Acabo de leer (bueno, más bien escuchar) una interesante entrada en Ajopringue sobre las libertades de las que disfrutan los cubanos en su propio país. Ni que decir tiene que, por otro lado, a los extranjeros les tratan a cuerpo de rey, hecho que explica por qué los sindicalistas y políticos de izquierdas vuelven encantados de aquel archipiélago, reafirmados, por supuesto, en sus ideales procastristas.
Interesante sin duda pues, aunque no desvele nada que no supiésemos ya, es más impactante oír las cosas de una forma tan clara.
Sin duda alguna hay un derecho inalienable que todos defendemos habitualmente de forma completa: el derecho a la vida.

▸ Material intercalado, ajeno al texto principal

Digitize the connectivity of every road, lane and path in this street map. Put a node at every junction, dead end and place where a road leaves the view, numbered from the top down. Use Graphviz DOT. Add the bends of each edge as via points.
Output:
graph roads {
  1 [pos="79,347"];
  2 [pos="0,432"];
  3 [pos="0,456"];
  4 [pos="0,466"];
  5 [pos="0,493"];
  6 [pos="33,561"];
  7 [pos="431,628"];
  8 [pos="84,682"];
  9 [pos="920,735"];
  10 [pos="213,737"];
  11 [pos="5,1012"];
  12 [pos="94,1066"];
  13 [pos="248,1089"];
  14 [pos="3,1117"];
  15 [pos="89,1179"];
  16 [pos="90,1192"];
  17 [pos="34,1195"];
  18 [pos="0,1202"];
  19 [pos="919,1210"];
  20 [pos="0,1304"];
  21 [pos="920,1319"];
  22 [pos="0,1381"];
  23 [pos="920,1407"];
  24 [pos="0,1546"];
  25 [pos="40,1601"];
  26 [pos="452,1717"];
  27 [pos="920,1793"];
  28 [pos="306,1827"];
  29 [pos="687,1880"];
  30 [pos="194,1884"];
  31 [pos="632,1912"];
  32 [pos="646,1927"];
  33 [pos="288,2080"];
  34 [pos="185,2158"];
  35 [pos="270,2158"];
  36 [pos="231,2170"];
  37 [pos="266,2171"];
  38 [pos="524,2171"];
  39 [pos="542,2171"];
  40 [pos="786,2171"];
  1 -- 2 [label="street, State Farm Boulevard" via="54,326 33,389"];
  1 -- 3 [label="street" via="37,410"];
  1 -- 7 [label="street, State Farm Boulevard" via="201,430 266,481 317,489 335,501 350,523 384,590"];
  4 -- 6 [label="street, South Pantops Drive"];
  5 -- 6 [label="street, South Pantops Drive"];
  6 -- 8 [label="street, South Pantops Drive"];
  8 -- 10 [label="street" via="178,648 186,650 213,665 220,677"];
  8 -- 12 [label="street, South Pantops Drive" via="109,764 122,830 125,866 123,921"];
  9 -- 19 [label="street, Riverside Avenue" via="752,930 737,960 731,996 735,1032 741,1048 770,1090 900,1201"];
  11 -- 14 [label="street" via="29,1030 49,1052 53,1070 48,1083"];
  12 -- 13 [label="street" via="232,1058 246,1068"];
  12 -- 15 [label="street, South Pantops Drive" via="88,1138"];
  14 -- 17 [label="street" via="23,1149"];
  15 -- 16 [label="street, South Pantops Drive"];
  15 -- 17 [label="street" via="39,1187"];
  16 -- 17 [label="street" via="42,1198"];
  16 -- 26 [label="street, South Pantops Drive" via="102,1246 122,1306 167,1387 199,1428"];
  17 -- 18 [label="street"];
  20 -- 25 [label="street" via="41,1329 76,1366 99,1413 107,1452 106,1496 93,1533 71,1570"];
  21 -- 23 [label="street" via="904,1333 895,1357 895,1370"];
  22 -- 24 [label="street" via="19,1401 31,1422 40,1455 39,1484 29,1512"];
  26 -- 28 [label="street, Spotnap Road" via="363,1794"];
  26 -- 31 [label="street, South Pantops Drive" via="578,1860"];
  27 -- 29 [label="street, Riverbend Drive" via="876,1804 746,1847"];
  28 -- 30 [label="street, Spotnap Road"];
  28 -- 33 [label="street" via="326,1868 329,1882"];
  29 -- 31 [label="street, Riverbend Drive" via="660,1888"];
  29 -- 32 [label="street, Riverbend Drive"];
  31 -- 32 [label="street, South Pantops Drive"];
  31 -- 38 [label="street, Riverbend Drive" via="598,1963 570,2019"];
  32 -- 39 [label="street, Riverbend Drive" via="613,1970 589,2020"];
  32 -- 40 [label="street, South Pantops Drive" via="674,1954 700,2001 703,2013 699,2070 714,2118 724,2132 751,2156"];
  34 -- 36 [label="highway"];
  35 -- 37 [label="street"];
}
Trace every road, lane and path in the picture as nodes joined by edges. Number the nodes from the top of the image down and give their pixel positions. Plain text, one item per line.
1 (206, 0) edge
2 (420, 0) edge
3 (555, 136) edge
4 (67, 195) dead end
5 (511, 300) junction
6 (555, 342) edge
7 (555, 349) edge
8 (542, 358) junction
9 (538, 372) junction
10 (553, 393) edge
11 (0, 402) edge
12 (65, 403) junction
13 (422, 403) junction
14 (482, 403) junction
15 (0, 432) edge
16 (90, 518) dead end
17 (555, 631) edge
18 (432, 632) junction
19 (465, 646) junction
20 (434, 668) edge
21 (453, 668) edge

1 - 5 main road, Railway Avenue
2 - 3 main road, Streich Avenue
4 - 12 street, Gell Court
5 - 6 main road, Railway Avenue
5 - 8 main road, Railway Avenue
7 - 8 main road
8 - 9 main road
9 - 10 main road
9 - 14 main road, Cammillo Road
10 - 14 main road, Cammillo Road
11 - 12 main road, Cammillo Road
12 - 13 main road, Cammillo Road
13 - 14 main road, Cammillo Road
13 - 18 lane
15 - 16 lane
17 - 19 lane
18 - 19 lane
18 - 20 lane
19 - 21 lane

No obstante, tradicionalmente ha habido una excepción al sentimiento de importancia relativo al citado derecho, y es el asesinato o la muerte de dictadores y tiranos.
Gran parte de España se alegró, aunque sin manifestarlo ni celebrarlo públicamente (como es lógico), por la muerte de Franco y nadie se rasgó las vestiduras por ello. El cuerpo de Mussolini fue exhibido y vituperado por las calles de Milán y Hitler se suicidó e hizo quemar su cadaver para evitar actos similares, después de quedar gravemente impresionado por los sucesos en Italia. Y el mundo no se escandalizó, lo consideró “algo normal”. A los ojos de la humanidad ellos eran personajes malvados en grado superlativo, merecían morir.
Sin embargo, ante las muestras de alegría de parte de la población cubana o de personas de otras partes del mundo ante el posible (yo también pienso que es muy probable que ya esté muerto) fallecimiento de Fidel Castro, la gente enloquece y proclama indignada: “no hay que alegrarse de la muerte de nadie”. Y yo digo: ¿por qué?. Yo nunca he vivido bajo el régimen de Fidel Castro así que me va a dar bastante igual si muere o vive, pero quien quiera alegrarse de su muerte que lo haga sin vergüenza. Por favor, la gente desea la muerte incluso de los líderes elegidos democráticamente (Bush, Aznar, etc) y no se la critica tanto. Pero bueno, según Evo Morales, en Cuba hay democracia.
De todas formas, si al final se va Fidel y se pone Raúl poco habrá cambiado la situación.